Export "space" from Confluence

  1. Create an export of your confluence space

Step 1:

Export 1

Step 2:

Export 2

Step 3:

Export 3

  1. Save it to a location that is accessbile by this tool (e.g. /tmp/confluence/input/Confluence-export.zip)
  2. Extract the ZIP file (e.g. /tmp/confluence/input/Confluence-export)
    1. The folder should contain the files entities.xml and exportDescriptor.properties, as well as the folder attachments

Migrate the contents

  1. Create the "workspace" directory (e.g. /tmp/confluence/workspace/ )
  2. From the parent directory (e.g. /tmp/confluence/ ), run the migration commands
    1. Run migrate-confluence analyze --src input/ --dest workspace/ to create "working files". After the script has run you can check those files and maybe apply changes if required (e.g. when applying structural changes).
    2. Run migrate-confluence extract --src input/ --dest workspace/ to extract all contents, like wikipage contents, attachments and images into the workspace
    3. Run migrate-confluence convert --src workspace/ --dest workspace/ (yes, --src workspace/ ) to convert the wikipage contents from Confluence Storage XML to MediaWiki WikiText
    4. Run migrate-confluence compose --src workspace/ --dest workspace/ (yes, --src workspace/ ) to create importable data

If you re-run the scripts you will need to clean up the "workspace" directory!

Import into MediaWiki

  1. Copy the diretory "workspace/result" directory (e.g. /tmp/confluence/workspace/result/ to your target wiki server (e.g. /tmp/result)
  2. Go to your MediaWiki installation directory
  3. Make sure you have the target namespaces set up properly. See workspace/space-id-to-prefix-map.php for reference.
  4. Make sure $wgFileExtensions is setup properly. See workspace/attachment-file-extensions.php for reference.
  5. Use php maintenance/importImages.php /tmp/result/images/ to first import all attachment files and images
  6. Use php maintenance/importDump.php /tmp/result/output.xml to import the actual pages

You may need to update your MediaWiki search index afterwards.

Config file

It is possible to use a yaml file to configure the commands analyze, extract and convert. As an expample see /doc/config.sample.yaml. The configuration file can be applied by adding the option --config /tmp/config.yaml.
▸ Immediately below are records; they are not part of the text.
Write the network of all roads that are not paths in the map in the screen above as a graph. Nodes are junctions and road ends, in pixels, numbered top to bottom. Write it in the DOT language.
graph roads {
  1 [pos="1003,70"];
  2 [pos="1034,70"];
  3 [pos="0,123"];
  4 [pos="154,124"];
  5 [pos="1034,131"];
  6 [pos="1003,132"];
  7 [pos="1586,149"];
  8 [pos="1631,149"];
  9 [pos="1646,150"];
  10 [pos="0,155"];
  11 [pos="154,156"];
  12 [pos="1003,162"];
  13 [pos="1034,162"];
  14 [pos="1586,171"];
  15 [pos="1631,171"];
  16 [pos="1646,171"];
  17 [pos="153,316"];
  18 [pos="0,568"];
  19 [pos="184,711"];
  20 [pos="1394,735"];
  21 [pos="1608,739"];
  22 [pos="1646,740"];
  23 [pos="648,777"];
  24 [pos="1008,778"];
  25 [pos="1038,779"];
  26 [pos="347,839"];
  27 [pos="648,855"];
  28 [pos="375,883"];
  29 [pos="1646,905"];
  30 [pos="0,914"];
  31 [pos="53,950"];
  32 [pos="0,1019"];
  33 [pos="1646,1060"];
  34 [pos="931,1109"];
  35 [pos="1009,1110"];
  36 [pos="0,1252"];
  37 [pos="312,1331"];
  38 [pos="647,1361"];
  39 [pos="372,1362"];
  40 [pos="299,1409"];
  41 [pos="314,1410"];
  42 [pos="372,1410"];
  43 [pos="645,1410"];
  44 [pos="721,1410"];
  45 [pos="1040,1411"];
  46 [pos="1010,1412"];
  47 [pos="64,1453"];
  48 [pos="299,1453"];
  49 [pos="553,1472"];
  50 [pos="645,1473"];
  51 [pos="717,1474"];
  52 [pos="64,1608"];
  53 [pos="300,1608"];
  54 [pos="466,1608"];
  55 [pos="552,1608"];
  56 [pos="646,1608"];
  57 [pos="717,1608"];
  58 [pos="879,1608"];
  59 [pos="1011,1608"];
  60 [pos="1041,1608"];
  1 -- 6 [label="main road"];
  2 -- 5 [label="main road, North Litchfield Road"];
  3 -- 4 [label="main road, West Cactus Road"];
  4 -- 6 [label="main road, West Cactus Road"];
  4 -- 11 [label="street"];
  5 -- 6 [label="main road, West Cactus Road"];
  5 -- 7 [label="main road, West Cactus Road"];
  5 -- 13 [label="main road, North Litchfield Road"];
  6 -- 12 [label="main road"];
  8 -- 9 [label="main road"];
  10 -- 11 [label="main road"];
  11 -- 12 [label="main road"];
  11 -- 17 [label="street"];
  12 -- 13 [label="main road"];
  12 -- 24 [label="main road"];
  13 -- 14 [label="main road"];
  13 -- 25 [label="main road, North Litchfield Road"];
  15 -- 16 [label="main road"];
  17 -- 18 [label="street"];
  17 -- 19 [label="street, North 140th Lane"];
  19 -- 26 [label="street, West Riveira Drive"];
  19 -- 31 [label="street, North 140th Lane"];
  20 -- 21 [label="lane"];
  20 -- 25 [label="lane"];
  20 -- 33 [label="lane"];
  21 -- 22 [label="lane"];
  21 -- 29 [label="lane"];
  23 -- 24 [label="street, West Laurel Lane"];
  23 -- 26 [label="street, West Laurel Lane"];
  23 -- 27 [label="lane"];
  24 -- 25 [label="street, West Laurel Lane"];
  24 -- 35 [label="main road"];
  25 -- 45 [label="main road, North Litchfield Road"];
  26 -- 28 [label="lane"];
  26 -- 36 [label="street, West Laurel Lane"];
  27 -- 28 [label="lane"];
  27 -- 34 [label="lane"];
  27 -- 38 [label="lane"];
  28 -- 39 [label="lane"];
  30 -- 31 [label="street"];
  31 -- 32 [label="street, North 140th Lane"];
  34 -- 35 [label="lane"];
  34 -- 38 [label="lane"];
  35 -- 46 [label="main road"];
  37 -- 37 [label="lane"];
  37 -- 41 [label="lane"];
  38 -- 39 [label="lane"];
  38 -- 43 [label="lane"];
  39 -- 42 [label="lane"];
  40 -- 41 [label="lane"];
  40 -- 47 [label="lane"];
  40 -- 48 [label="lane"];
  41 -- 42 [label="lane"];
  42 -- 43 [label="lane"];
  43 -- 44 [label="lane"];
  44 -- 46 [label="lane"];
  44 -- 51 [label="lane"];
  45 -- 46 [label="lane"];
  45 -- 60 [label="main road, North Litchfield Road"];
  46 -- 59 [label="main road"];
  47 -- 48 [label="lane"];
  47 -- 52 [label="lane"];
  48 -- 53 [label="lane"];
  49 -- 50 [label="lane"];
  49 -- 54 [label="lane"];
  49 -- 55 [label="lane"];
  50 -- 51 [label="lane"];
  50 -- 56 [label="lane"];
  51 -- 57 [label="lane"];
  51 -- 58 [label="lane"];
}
Not all parameters of config.sample.yaml have to be used in the config file. If something is not part of it the default will be used.

Extension:NSFileRepo compatibility

There is now a compatibility for the mediawiki extension https://www.mediawiki.org/wiki/Extension:NSFileRepo which restricts access files and images to a given set of user groups associated with protected namespaces.
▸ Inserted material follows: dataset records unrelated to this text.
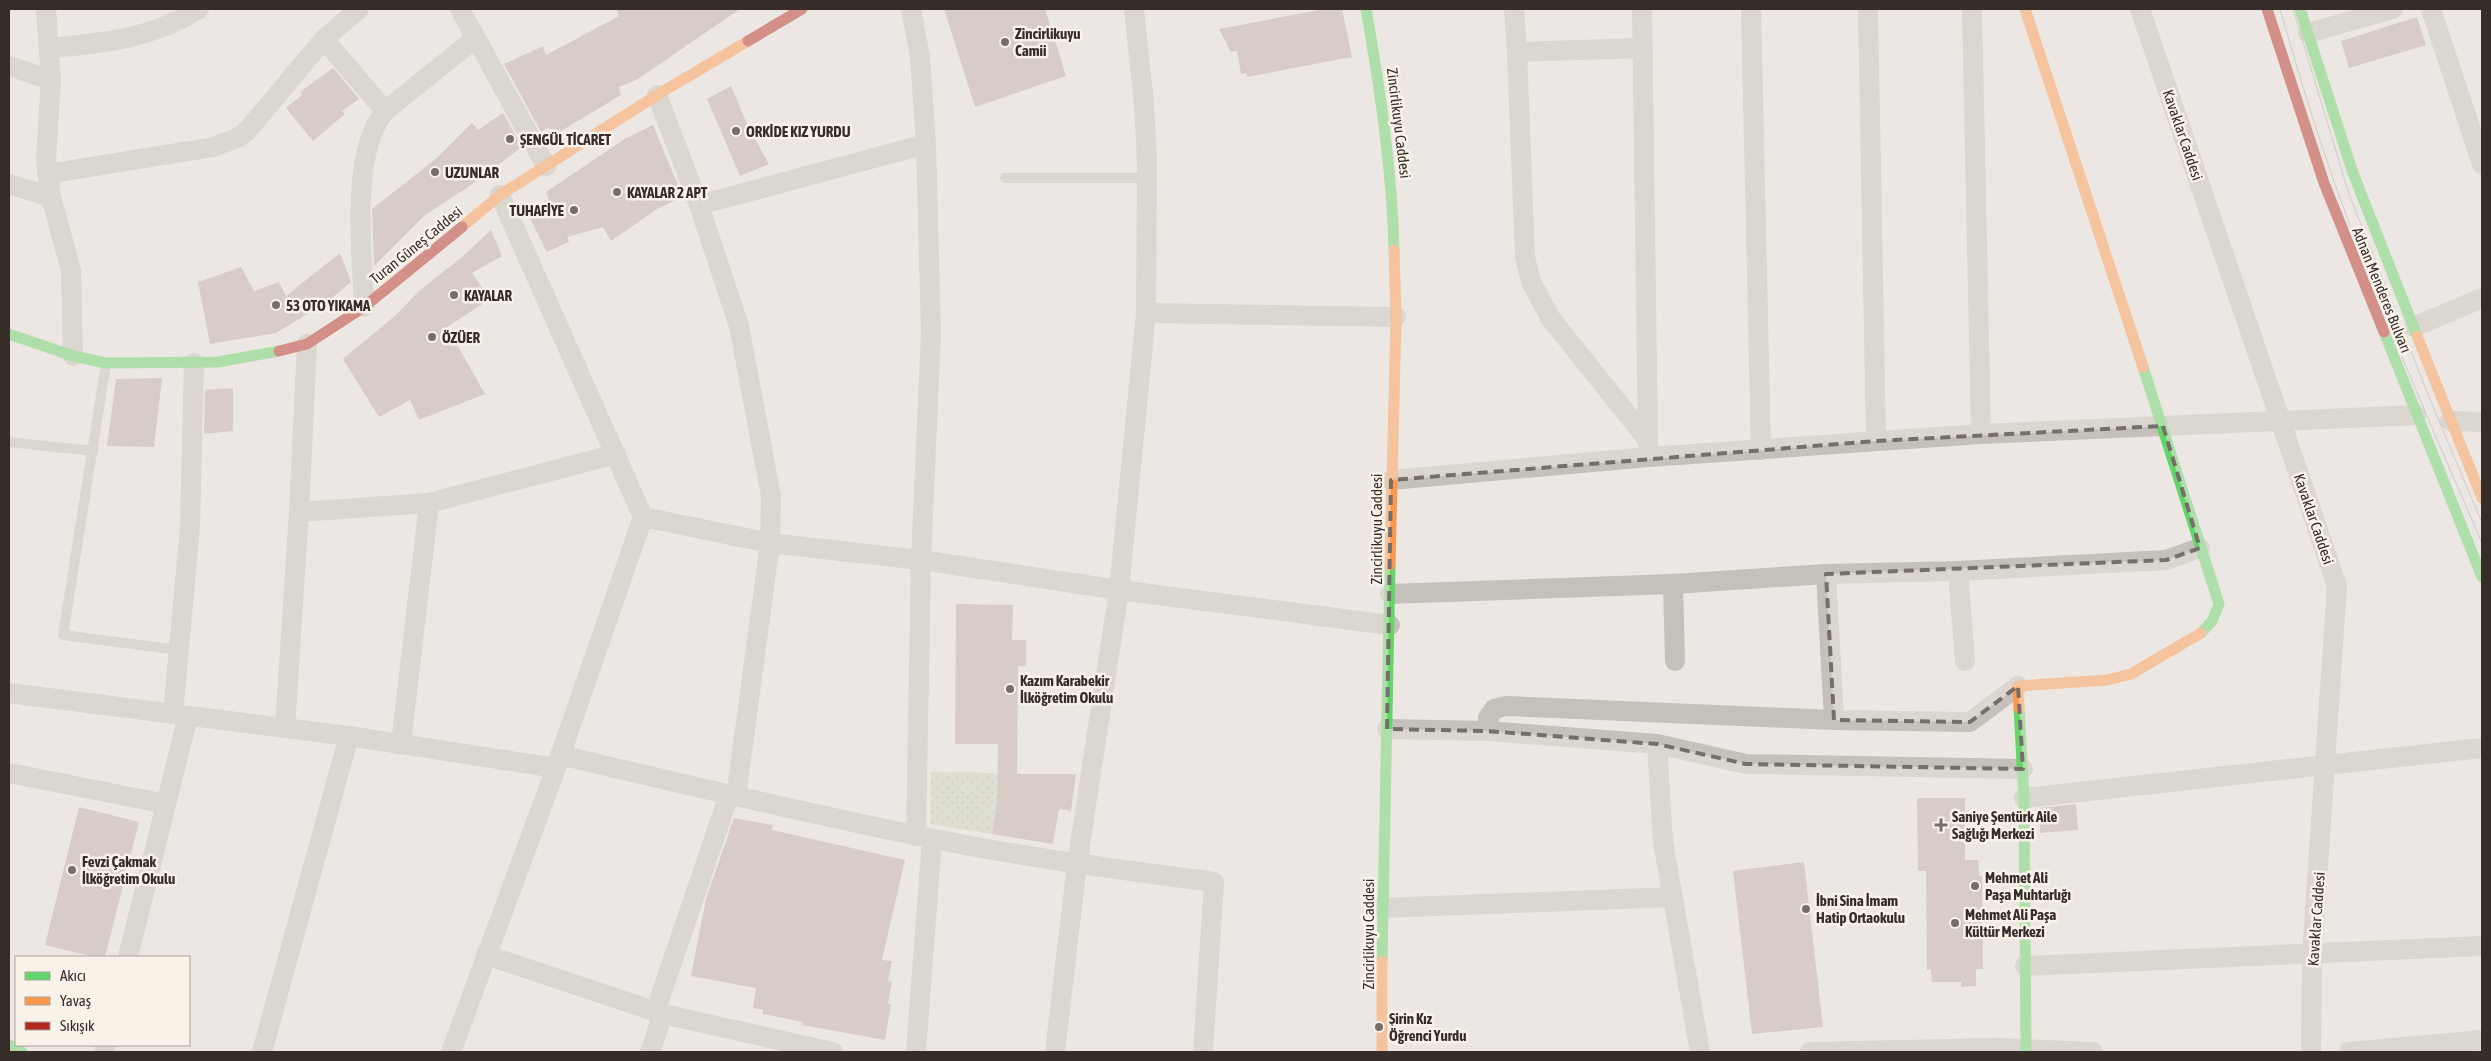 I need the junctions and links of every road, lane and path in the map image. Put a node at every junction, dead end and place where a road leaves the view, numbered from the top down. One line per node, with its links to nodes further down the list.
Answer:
1 (46, 9): 25 (street)
2 (199, 9): 25 (street)
3 (359, 9): 24 (street)
4 (460, 9): 23 (street)
5 (778, 9): 21 (main road)
6 (802, 9): 21 (main road, Turan Güneş Caddesi)
7 (910, 9): 32 (street)
8 (1134, 9): 37 (street)
9 (1366, 9): 45 (main road, Zincirlikuyu Caddesi)
10 (1514, 9): 27 (street)
11 (1642, 9): 26 (street)
12 (1751, 9): 60 (street)
13 (1868, 9): 57 (street)
14 (1972, 9): 56 (street)
15 (2025, 9): 55 (main road)
16 (2140, 9): 53 (street, Kavaklar Caddesi)
17 (2267, 9): 52 (main road, Adnan Menderes Bulvarı)
18 (2300, 9): 22 (main road, Adnan Menderes Bulvarı)
19 (2393, 9): 22 (street)
20 (2432, 9): 33 (street)
21 (767, 28): 30 (main road, Turan Güneş Caddesi)
22 (2308, 33): 46 (main road, Adnan Menderes Bulvarı)
23 (476, 38): 31 (street); 34 (street)
24 (324, 39): 31 (street); 35 (street)
25 (50, 48): 29 (street)
26 (1643, 48): 27 (street); 59 (street)
27 (1518, 52): 59 (street)
28 (9, 66): 29 (street)
29 (51, 80): 35 (street)
30 (656, 96): 34 (main road, Turan Güneş Caddesi); 41 (street)
31 (385, 111): 43 (street)
32 (926, 144): 41 (street); 70 (street)
33 (2482, 164)
34 (546, 166): 39 (main road, Turan Güneş Caddesi)
35 (47, 174): 40 (street)
36 (1005, 178): 37 (lane)
37 (1147, 178): 44 (street)
38 (9, 184): 40 (street)
39 (500, 195): 43 (main road, Turan Güneş Caddesi); 62 (street)
40 (51, 196): 49 (street)
41 (699, 204): 68 (street)
42 (2482, 298): 46 (street)
43 (364, 307): 48 (main road, Turan Güneş Caddesi)
44 (1146, 313): 45 (street); 75 (street)
45 (1396, 317): 63 (main road, Zincirlikuyu Caddesi)
46 (2414, 327): 52 (main road, Adnan Menderes Bulvarı)
47 (9, 334): 49 (main road, Turan Güneş Caddesi)
48 (307, 344): 51 (main road, Turan Güneş Caddesi); 66 (street)
49 (73, 356): 50 (main road, Turan Güneş Caddesi)
50 (106, 363): 51 (main road, Turan Güneş Caddesi); 61 (lane)
51 (194, 363): 78 (street)
52 (2434, 418): 53 (street); 54 (street); 64 (main road, Adnan Menderes Bulvarı); 73 (main road, Adnan Menderes Bulvarı)
53 (2279, 421): 55 (street); 93 (street, Kavaklar Caddesi)
54 (2482, 422)
55 (2163, 426): 56 (street); 69 (main road)
56 (1981, 434): 57 (street)
57 (1876, 441): 60 (street)
58 (9, 442): 61 (lane)
59 (1648, 448): 60 (street); 63 (street)
60 (1761, 450)
61 (93, 452): 78 (lane)
62 (616, 454): 65 (street); 67 (street)
63 (1391, 480): 76 (main road, Zincirlikuyu Caddesi)
64 (2482, 498)
65 (429, 503): 66 (street); 89 (street)
66 (299, 512): 85 (street)
67 (643, 517): 68 (street); 92 (street)
68 (770, 543): 70 (street); 96 (street)
69 (2200, 548): 71 (street); 81 (main road)
70 (921, 560): 75 (street); 99 (street)
71 (1958, 571): 72 (street); 80 (street)
72 (1826, 574): 74 (street); 84 (street)
73 (2482, 578)
74 (1673, 584): 76 (street); 79 (street)
75 (1119, 590): 77 (street); 100 (street)
76 (1390, 594): 77 (main road, Zincirlikuyu Caddesi)
77 (1390, 625): 86 (main road, Zincirlikuyu Caddesi)
78 (179, 650): 83 (street)
79 (1675, 661)
80 (1965, 661)
81 (2018, 686): 84 (street); 94 (main road)
82 (10, 697): 83 (street)
83 (181, 715): 85 (street); 98 (street)
84 (1834, 720): 87 (street)
85 (285, 727): 88 (street)
86 (1387, 729): 87 (street); 102 (main road, Zincirlikuyu Caddesi)
87 (1487, 731): 90 (street)
88 (349, 736): 89 (street); 115 (street)
89 (401, 744): 92 (street)
90 (1657, 744): 94 (street); 101 (street)
91 (2482, 748): 93 (street)
92 (558, 762): 96 (street); 104 (street)
93 (2326, 766): 97 (street); 105 (street, Kavaklar Caddesi)
94 (2023, 769): 97 (main road)
95 (9, 773): 98 (street)
96 (733, 796): 99 (street); 108 (street)
97 (2024, 798): 107 (main road)
98 (166, 804): 106 (street)
99 (924, 837): 100 (street); 119 (street)
100 (1077, 864): 120 (street); 121 (street)
101 (1673, 897): 102 (street); 123 (street)
102 (1382, 908): 122 (main road, Zincirlikuyu Caddesi)
103 (2482, 946): 105 (street)
104 (486, 955): 108 (street); 116 (street)
105 (2312, 955): 107 (street); 126 (street, Kavaklar Caddesi)
106 (128, 956)
107 (2025, 966): 111 (main road)
108 (659, 1013): 117 (street); 118 (street)
109 (2482, 1040): 127 (street)
110 (9, 1045): 114 (main road)
111 (2026, 1049): 112 (street); 125 (street)
112 (1995, 1050): 113 (street)
113 (1886, 1051): 124 (street)
114 (22, 1052)
115 (262, 1052)
116 (451, 1052)
117 (650, 1052)
118 (833, 1052)
119 (916, 1052)
120 (1055, 1052)
121 (1203, 1052)
122 (1382, 1052)
123 (1700, 1052)
124 (1810, 1052)
125 (2093, 1052)
126 (2310, 1052)
127 (2349, 1052)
If NSFileRepo is used the upload of the images can not be done with the script maintenance/importImages.php but with extensions/NSFileRepo/maintenance/importFiles.php.

Example: php extensions/NSFileRepo/maintenance/importFiles.php /tmp/result/images/

User spaces

In confluence user spaces are protected. In MediaWiki this is not possible for namespace User. Therefore user spaces are migrated to a namespace User<username> which can be protected in BlueSpice for MediaWiki.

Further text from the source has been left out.